1. Reuters – Production at Iraq’s West Qurna Phase-2 oilfield is expected to hit 500,000 barrels per day (bpd) in 2014, Iraq’s oil minister said on Wednesday, as drilling of the first oil well began.

LUKOIL sealed a 20-year deal to develop the virgin West Qurna Phase-2 oilfield in an auction in December 2009, pledging to boost output to a plateau target of 1.8 million bpd in six years.

LUKOIL said in a statement that drilling operations at five well pads would occur simultaneously and that wells would be as deep as 5,000 metres. It said total investment in the field would be around $25 billion.

“Production from the oilfield will reach 150,000 barrels per day by the end of 2013 and increase steadily to 500,000 barrels in the second half of 2014,” Sergei Nikiforov, a vice president for development and production at LUKOIL told reporters at West Qurna, 80 km (53 miles) north of the southern oil city of Basra.

West Qurna-2 is the world’s second-largest undeveloped field with recoverable oil reserves of around 14 billion barrels, according to LUKOIL.

2. Iraq sees production from its southern oilfields reaching 2.75 million barrels per day (bpd) by the end of the year as the country [an increase of 600,000 barrels per day from now], expected to be the world’s biggest source of new oil supplies over the next few years, pushes to increase output.
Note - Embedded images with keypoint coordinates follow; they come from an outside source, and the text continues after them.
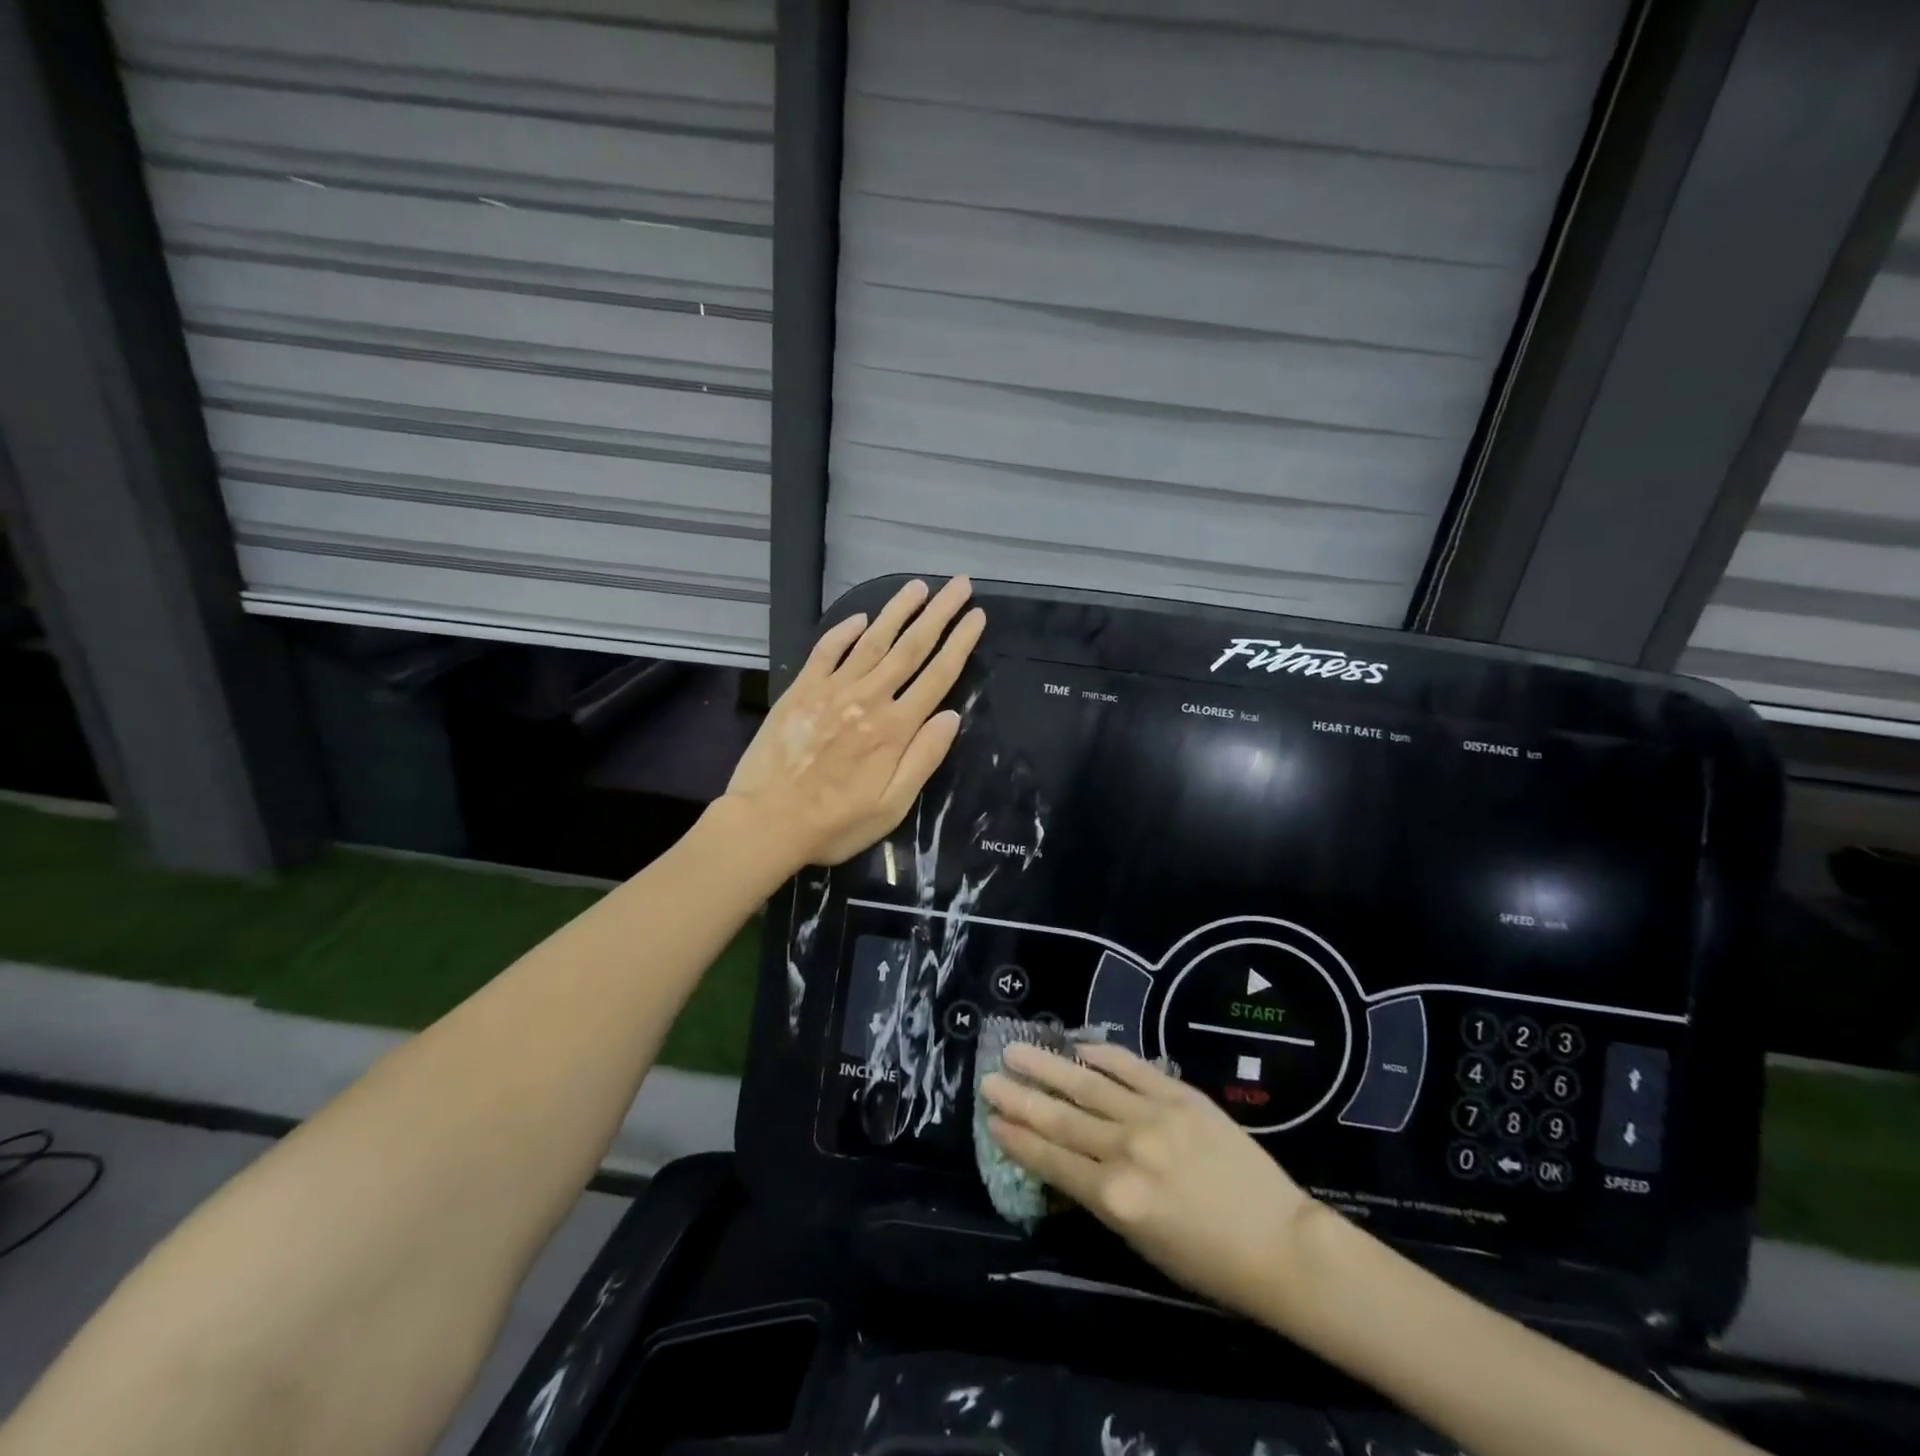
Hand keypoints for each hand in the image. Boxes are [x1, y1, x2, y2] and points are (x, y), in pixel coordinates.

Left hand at [724, 577, 984, 867]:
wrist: (766, 822)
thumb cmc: (835, 823)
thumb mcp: (892, 806)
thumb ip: (923, 758)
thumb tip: (953, 716)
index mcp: (895, 729)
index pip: (937, 676)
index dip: (960, 644)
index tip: (977, 616)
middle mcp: (868, 699)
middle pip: (910, 647)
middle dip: (939, 613)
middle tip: (960, 583)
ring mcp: (832, 690)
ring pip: (872, 640)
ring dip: (897, 611)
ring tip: (919, 587)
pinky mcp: (801, 690)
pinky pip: (826, 650)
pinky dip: (844, 630)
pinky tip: (861, 617)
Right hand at [981, 1041, 1318, 1318]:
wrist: (1279, 1244)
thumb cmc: (1207, 1262)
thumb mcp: (1139, 1243)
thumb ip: (1099, 1197)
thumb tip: (1063, 1163)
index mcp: (1114, 1198)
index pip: (1051, 1160)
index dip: (1017, 1139)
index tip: (991, 1120)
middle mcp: (1126, 1151)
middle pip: (1060, 1118)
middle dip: (1020, 1098)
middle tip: (988, 1078)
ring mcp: (1153, 1116)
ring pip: (1087, 1085)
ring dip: (1048, 1066)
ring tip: (1017, 1048)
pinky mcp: (1180, 1095)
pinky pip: (1132, 1067)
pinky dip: (1102, 1055)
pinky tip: (1079, 1046)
Iraq’s biggest field Rumaila, operated by BP, is currently producing 1.316 million bpd and is expected to boost output by 250,000 bpd in the second half of this year, Dhiya Jaffar, head of the state-run South Oil Co. said.

We expect production from Basra oilfields will increase from 2.15 million barrels per day to 2.75 million barrels per day by the end of this year,” he told a news conference in the southern oil-rich city of Basra.
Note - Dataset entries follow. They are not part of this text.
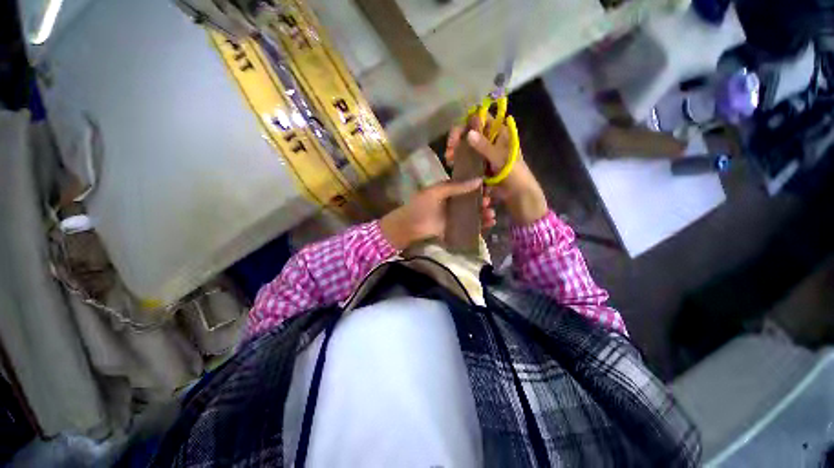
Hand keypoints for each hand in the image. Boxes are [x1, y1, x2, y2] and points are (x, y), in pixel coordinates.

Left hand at [380, 179, 495, 249]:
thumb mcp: (437, 192)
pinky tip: (488, 223)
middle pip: (472, 201)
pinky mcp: (455, 229)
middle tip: (488, 202)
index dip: (478, 187)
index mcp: (449, 191)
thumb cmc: (420, 205)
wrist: (409, 226)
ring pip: (473, 214)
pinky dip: (480, 225)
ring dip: (483, 213)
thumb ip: (456, 186)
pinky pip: (469, 226)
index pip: (467, 187)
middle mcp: (453, 203)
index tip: (488, 187)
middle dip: (482, 202)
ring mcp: (455, 217)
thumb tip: (479, 180)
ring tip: (491, 214)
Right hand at [446, 117, 547, 225]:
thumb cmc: (515, 175)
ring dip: (456, 150)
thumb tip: (469, 134)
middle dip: (458, 138)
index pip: (482, 118)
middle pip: (471, 131)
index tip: (456, 135)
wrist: (518, 195)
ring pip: (467, 145)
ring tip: (449, 160)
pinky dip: (459, 160)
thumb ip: (485, 147)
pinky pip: (468, 159)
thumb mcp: (501, 159)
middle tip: (449, 150)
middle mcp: (491, 140)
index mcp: (500, 133)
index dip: (467, 123)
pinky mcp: (480, 165)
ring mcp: (485, 153)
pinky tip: (452, 166)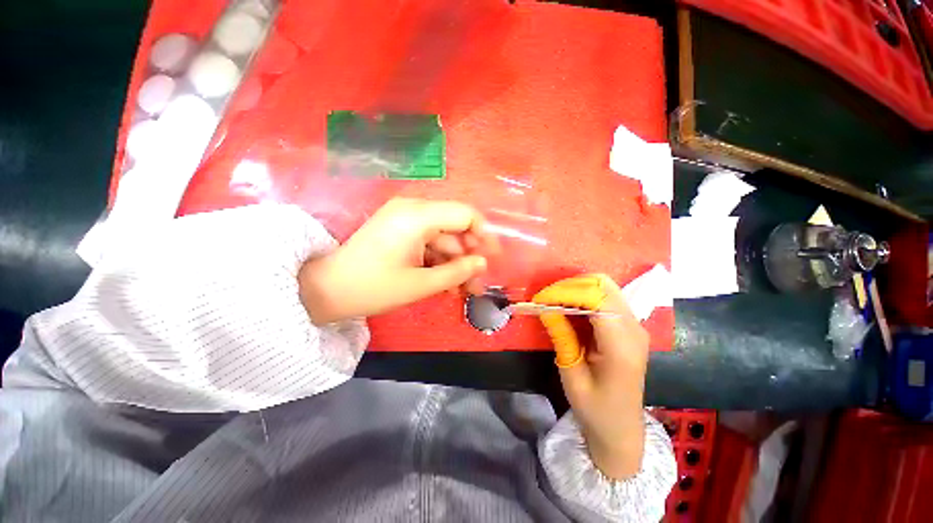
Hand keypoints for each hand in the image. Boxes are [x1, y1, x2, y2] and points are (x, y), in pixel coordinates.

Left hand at [299, 198, 497, 323]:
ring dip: (455, 264)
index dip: (483, 236)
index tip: (492, 260)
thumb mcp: (421, 284)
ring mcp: (406, 220)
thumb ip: (457, 272)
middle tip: (477, 285)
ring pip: (444, 239)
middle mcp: (414, 210)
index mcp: (418, 216)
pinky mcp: (401, 232)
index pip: (465, 215)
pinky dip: (440, 262)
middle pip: (455, 229)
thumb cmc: (372, 288)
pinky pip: (429, 243)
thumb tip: (483, 263)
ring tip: (464, 291)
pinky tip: (446, 284)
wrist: (326, 290)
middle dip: (469, 257)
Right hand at [534, 274, 649, 479]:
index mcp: (622, 346)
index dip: (565, 292)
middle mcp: (634, 329)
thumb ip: (562, 337)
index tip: (540, 298)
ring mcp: (635, 326)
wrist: (621, 429)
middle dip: (571, 285)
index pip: (596, 299)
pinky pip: (606, 299)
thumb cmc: (595, 409)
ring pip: (605, 288)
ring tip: (554, 301)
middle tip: (546, 297)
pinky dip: (584, 297)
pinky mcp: (629, 326)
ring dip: (577, 289)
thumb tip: (545, 307)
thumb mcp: (572, 376)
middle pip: (604, 285)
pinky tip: (568, 308)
Iraq aims to double its output over the next three years as it recovers after years of sanctions and war. Last month, the country’s oil production rose above 3 million bpd for the first time in more than three decades.

Jaffar said output at West Qurna One, currently at 406,000 bpd, was seen increasing by 100,000 bpd in the next six months while Zubair oilfield, also in the south, was producing 254,000 bpd and expected to increase by 100,000 bpd by the end of 2012.
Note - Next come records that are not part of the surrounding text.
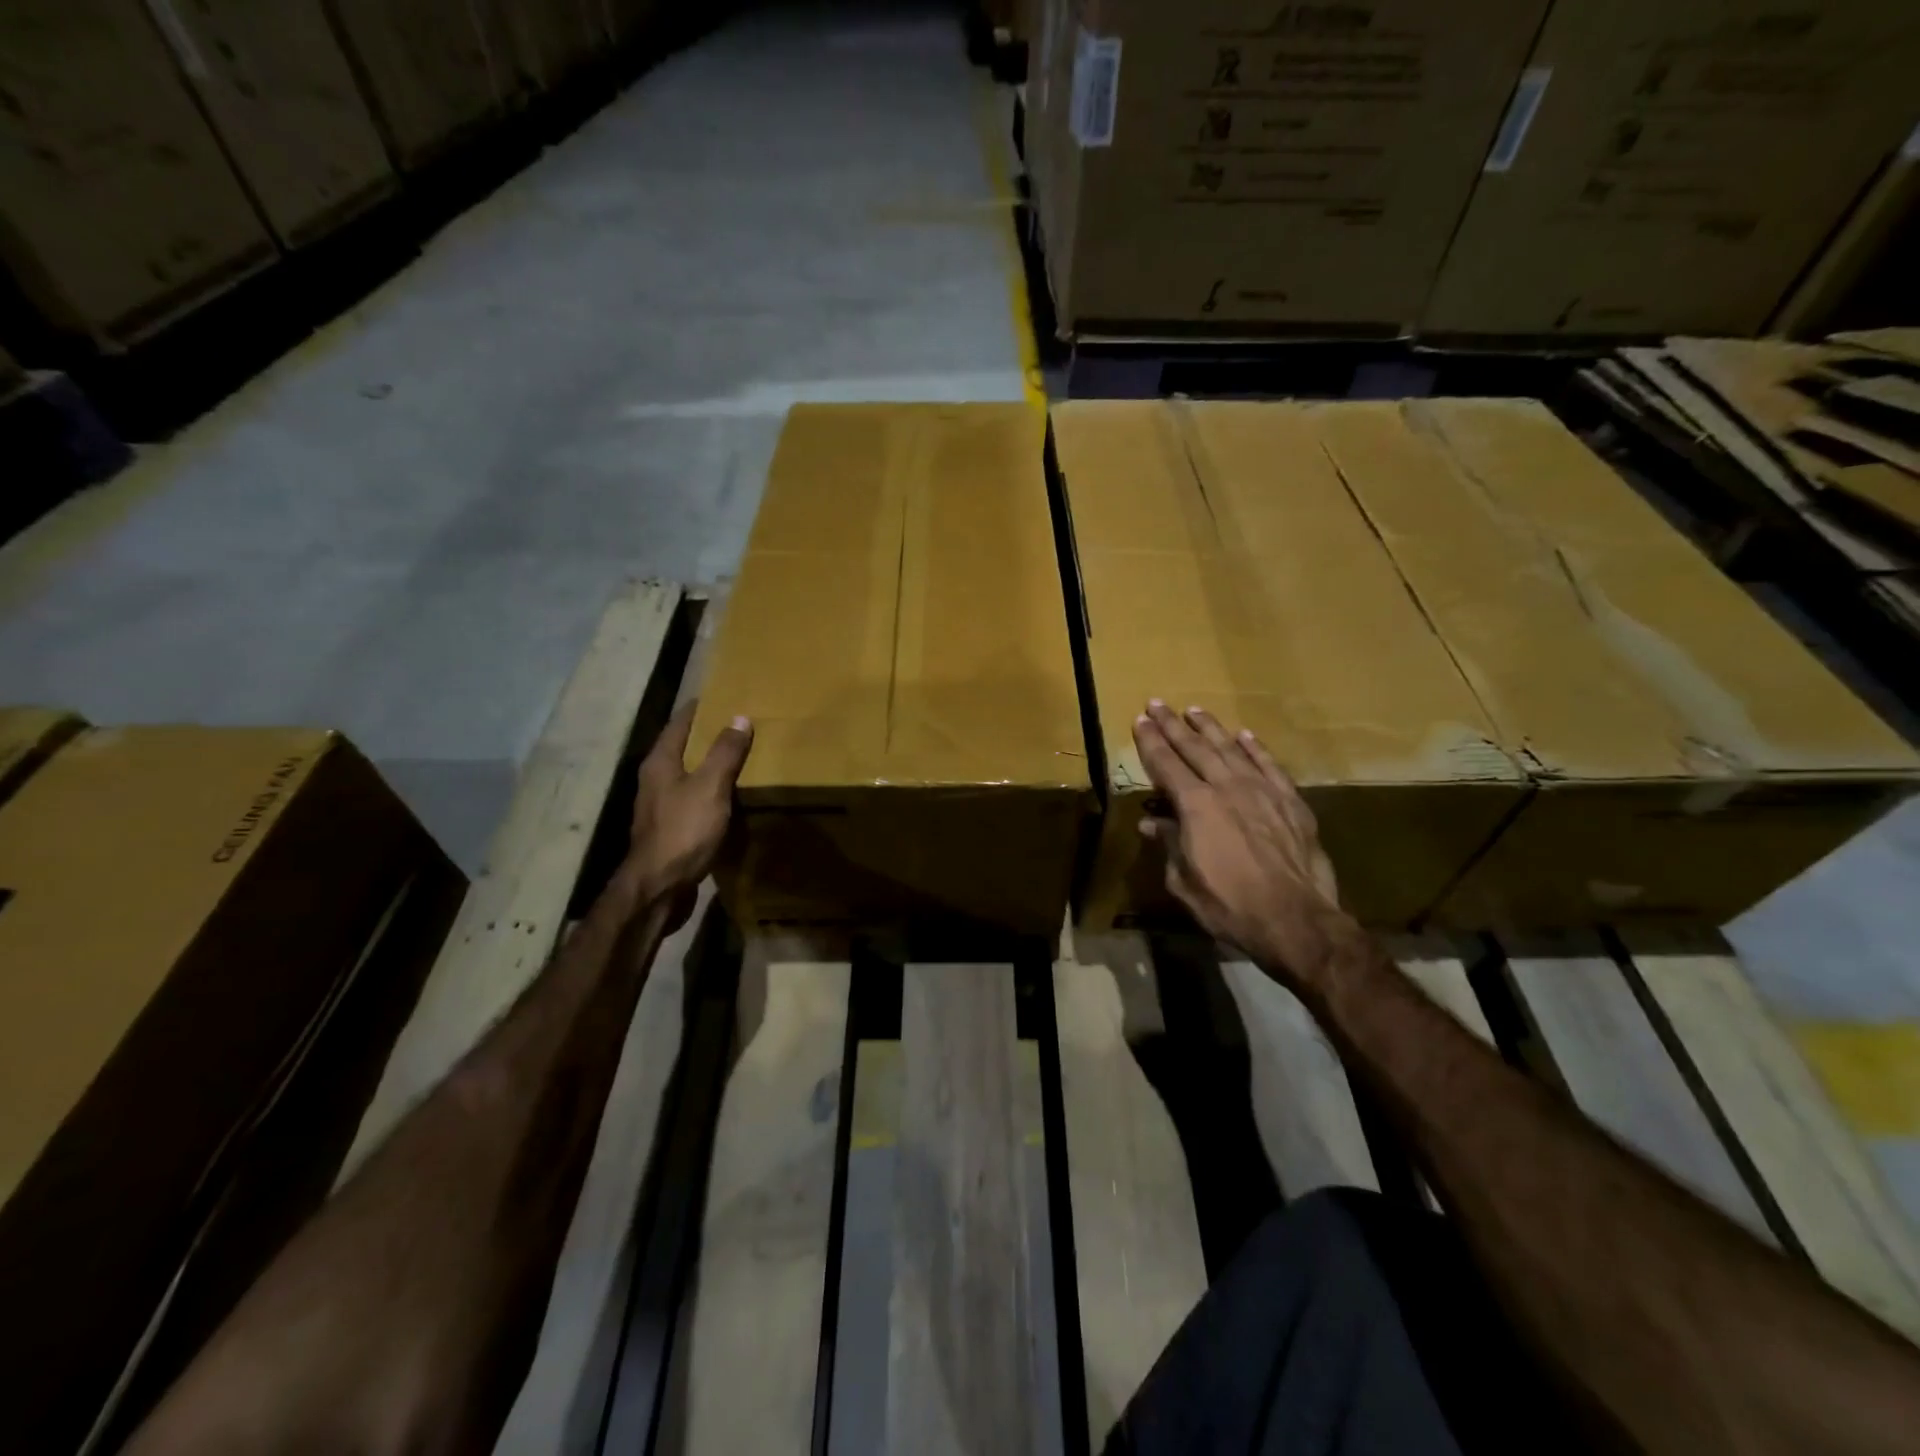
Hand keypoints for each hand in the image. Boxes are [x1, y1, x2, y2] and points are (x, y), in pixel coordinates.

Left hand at [626, 703, 752, 921]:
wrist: (658, 889)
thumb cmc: (683, 831)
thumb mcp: (711, 787)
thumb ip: (725, 753)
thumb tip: (739, 717)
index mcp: (660, 763)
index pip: (679, 724)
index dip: (699, 709)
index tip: (722, 696)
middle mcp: (655, 781)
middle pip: (681, 749)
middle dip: (706, 736)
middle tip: (738, 724)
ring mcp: (660, 808)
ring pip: (687, 776)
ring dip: (709, 767)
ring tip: (740, 758)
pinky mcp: (670, 831)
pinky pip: (693, 801)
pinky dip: (711, 793)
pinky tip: (730, 799)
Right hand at [1132, 701, 1345, 987]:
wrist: (1296, 920)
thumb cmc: (1229, 906)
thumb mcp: (1184, 881)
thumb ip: (1169, 845)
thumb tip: (1152, 823)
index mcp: (1195, 806)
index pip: (1166, 764)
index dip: (1150, 742)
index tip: (1139, 720)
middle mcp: (1227, 787)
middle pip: (1195, 748)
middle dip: (1173, 725)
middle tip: (1158, 704)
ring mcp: (1262, 791)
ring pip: (1231, 749)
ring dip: (1210, 729)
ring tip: (1194, 711)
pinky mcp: (1291, 802)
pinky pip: (1269, 765)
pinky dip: (1255, 748)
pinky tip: (1245, 735)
3. US EIA weekly petroleum status report for April 27, 2012 (61 pages)

US crude oil and ethanol production edged up slightly.

4. Bloomberg – Byron Wien, the 79 year-old chairman of Blackstone Group LP’s advisory services unit, is forecasting an annual drop in oil prices for the first time in his career as swelling production pushes global inventories higher.

Wien, who joined the world’s biggest private-equity firm in 2009, said the U.S. will extract more crude by fracking rocks and expects the furor over a potential conflict with Iran to dissipate.

There’s a “lack of appreciation” of how much oil will be extracted from hydraulic fracturing, or fracking, of rock formations in the U.S., particularly North Dakota, Wien said. The state, home to the Bakken shale-rock fields, produced a record 558,255 barrels a day in February, its Department of Mineral Resources said.

Libya hopes to surpass its pre-rebellion output of 1.6 million barrels by June, Nuri Berruien, the head of state-run National Oil Corp., said in an April 25 interview in his office in Tripoli.